### Exercise directions
From the records below, take each line where the string "roads" shows up and copy it.

### Available data
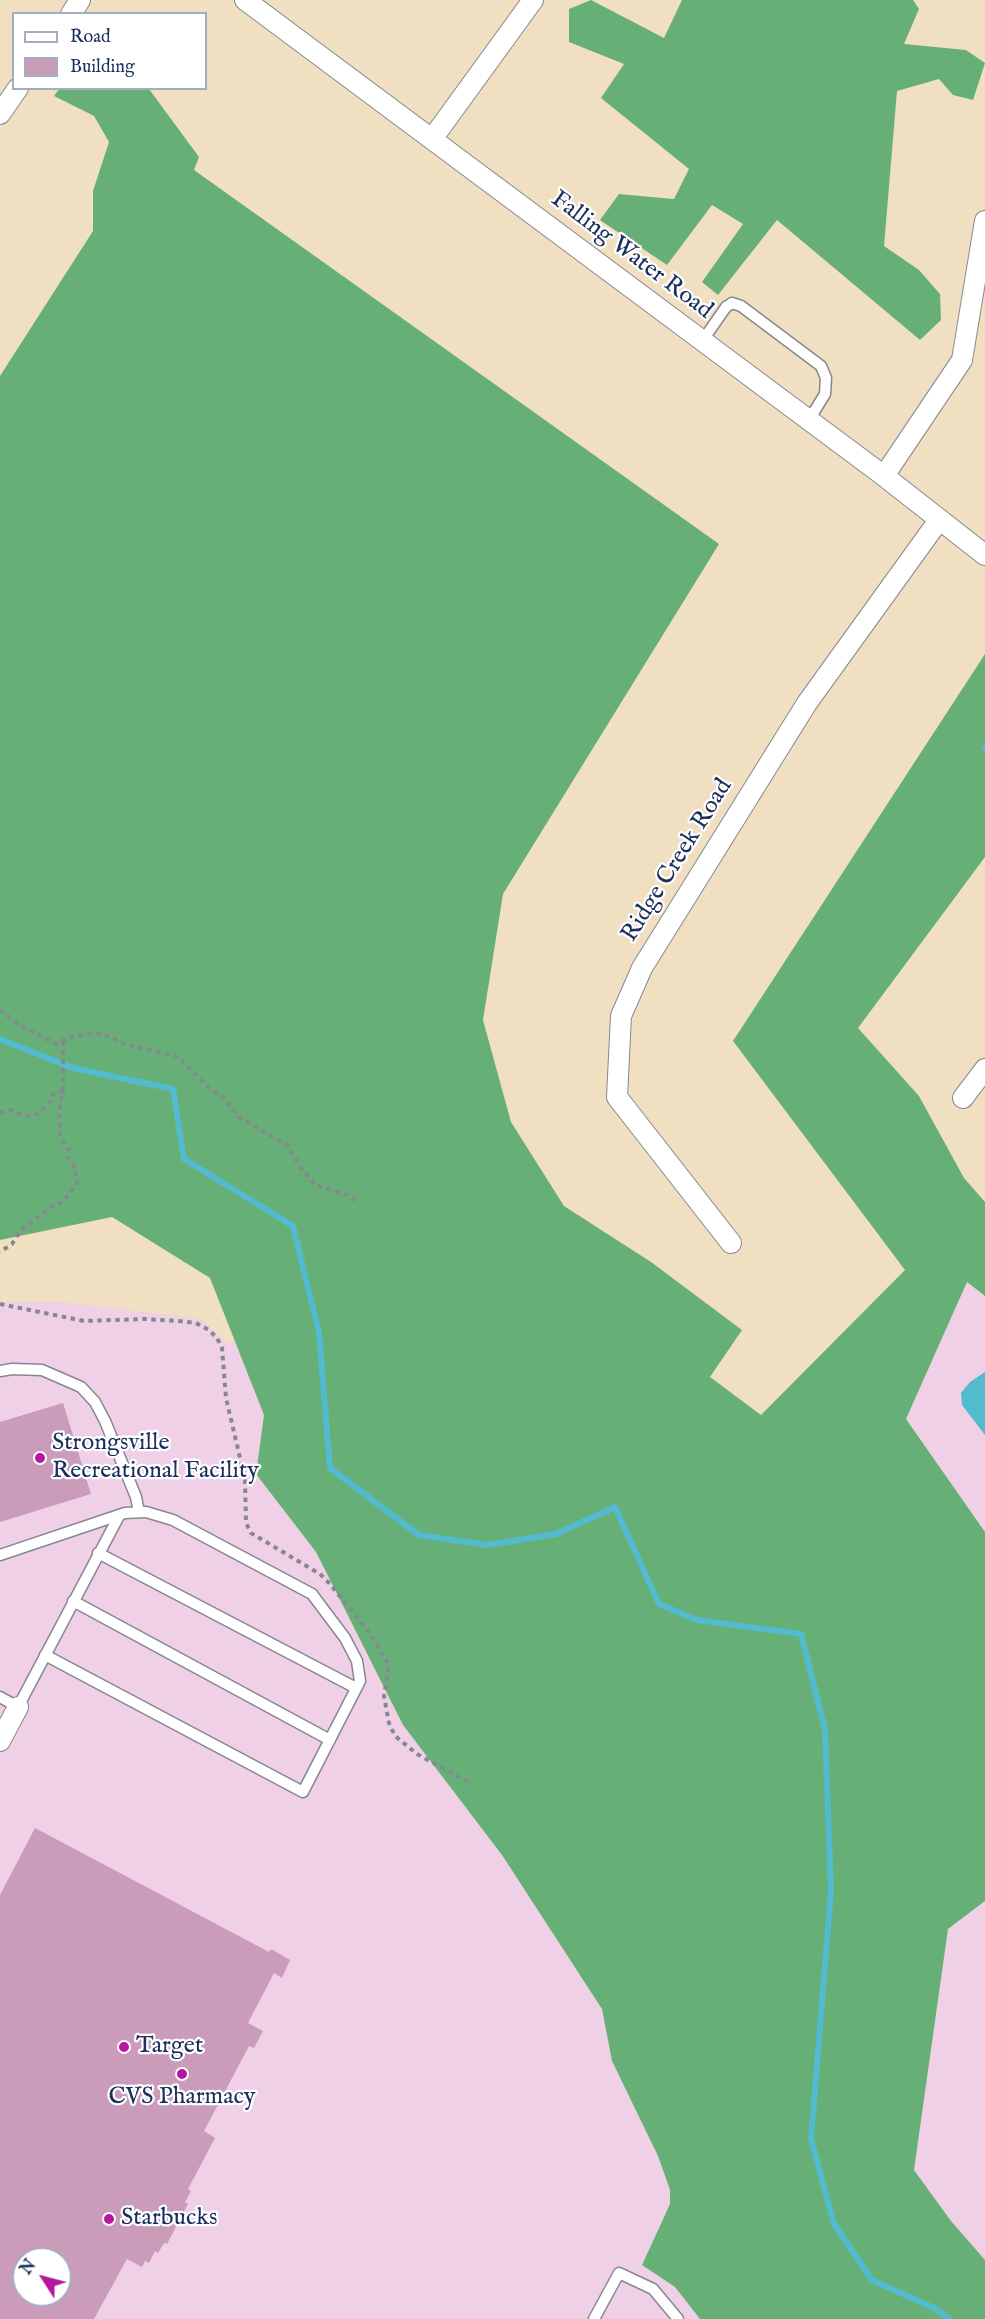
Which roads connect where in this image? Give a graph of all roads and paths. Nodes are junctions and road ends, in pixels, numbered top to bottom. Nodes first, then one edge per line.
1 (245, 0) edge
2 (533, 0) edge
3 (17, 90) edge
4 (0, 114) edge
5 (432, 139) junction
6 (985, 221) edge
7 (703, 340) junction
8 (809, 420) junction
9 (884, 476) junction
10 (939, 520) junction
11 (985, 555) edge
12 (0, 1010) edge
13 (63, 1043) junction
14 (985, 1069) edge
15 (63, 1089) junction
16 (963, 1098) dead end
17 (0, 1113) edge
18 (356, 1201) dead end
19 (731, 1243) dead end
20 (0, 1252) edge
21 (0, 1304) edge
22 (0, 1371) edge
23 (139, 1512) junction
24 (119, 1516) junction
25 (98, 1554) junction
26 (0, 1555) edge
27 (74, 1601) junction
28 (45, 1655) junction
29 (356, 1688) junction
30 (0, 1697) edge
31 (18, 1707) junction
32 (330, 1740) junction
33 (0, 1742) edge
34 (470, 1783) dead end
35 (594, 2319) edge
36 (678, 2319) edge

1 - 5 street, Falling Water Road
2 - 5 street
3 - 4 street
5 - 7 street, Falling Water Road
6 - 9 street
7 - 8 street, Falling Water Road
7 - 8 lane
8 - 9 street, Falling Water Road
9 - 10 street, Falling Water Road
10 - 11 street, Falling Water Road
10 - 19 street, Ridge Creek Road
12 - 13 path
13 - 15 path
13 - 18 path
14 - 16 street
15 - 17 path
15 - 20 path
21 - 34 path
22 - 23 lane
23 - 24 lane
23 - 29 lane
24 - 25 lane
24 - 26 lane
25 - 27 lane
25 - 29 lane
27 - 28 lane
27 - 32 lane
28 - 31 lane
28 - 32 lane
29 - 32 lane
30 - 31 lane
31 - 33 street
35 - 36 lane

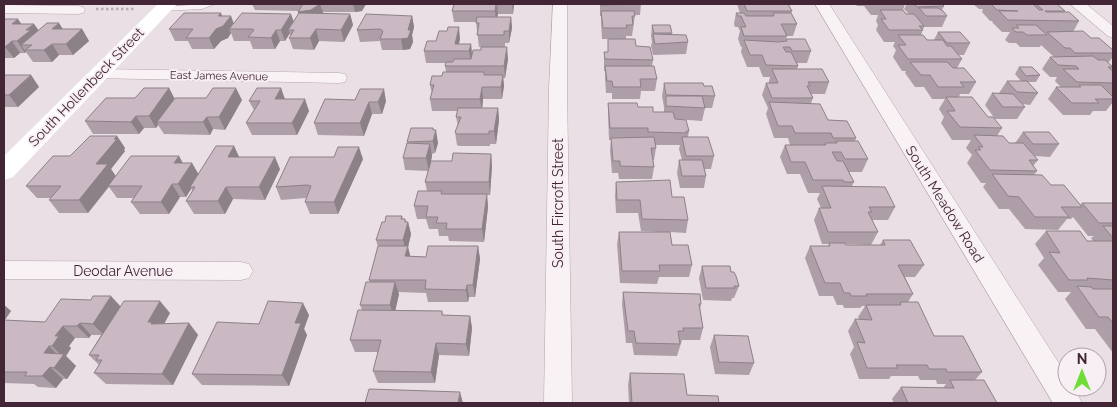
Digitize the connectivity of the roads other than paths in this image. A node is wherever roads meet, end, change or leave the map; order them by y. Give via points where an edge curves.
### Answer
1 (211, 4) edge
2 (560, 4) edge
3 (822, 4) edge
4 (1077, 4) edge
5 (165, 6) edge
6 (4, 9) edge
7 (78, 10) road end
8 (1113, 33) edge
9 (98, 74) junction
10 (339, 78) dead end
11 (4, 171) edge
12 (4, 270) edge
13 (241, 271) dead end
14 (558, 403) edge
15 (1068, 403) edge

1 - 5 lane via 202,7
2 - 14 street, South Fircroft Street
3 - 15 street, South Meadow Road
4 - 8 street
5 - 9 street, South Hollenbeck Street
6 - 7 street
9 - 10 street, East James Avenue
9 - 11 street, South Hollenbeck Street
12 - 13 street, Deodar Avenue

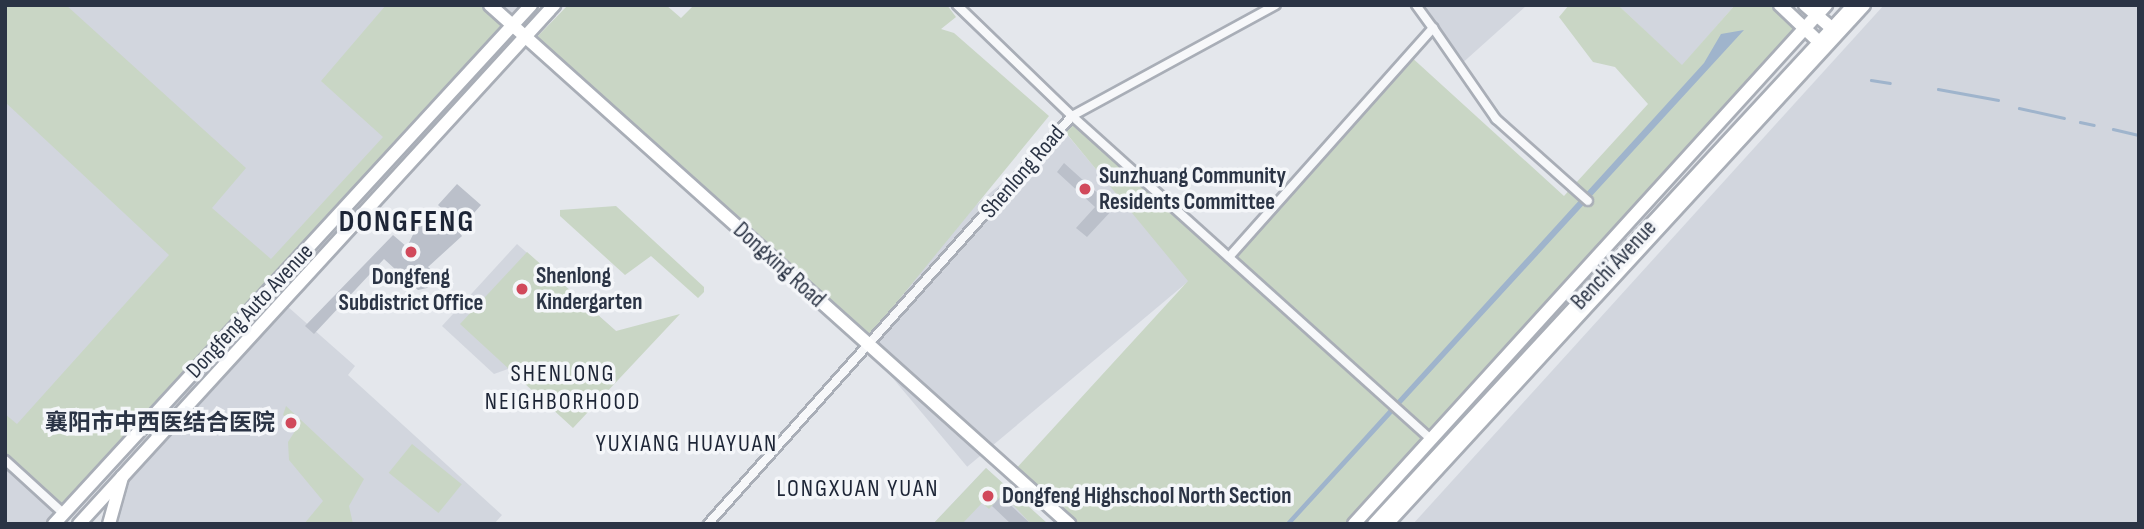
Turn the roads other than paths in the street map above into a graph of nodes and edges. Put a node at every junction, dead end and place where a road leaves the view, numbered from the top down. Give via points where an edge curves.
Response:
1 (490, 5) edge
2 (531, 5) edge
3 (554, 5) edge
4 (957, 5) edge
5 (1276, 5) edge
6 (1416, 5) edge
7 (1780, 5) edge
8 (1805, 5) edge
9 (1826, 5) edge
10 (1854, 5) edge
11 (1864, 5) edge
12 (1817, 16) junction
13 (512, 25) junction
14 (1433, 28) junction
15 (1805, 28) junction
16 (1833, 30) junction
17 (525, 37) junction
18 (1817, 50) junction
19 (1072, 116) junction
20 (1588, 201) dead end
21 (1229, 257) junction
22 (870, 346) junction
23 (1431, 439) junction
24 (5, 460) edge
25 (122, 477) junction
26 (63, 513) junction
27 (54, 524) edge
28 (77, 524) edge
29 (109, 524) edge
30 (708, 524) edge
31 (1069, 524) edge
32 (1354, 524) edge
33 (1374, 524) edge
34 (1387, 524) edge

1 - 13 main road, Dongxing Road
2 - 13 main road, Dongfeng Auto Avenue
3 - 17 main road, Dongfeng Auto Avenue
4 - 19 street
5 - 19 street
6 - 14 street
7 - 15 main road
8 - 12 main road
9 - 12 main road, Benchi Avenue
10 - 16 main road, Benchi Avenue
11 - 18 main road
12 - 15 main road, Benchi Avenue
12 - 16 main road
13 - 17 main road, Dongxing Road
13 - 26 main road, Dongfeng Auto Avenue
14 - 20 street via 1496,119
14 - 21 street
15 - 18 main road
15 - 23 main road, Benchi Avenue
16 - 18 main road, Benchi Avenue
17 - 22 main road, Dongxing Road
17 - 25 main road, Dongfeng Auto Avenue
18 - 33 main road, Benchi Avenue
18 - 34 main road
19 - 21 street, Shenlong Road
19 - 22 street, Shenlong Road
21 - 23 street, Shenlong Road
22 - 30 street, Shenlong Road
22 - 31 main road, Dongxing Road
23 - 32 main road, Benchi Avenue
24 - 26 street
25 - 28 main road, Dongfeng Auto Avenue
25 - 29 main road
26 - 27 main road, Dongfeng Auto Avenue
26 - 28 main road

### Exercise answer
Which roads connect where in this image? Give a graph of all roads and paths. Nodes are junctions and road ends, in pixels, numbered top to bottom. Nodes first, then one edge per line.
Digitize the connectivity of the roads other than paths in this image. A node is wherever roads meet, end, change or leave the map; order them by y. Give via points where an edge curves.
Turn the roads other than paths in the street map above into a graph of nodes and edges. Put a node at every junction, dead end and place where a road leaves the view, numbered from the top down. Give via points where an edge curves.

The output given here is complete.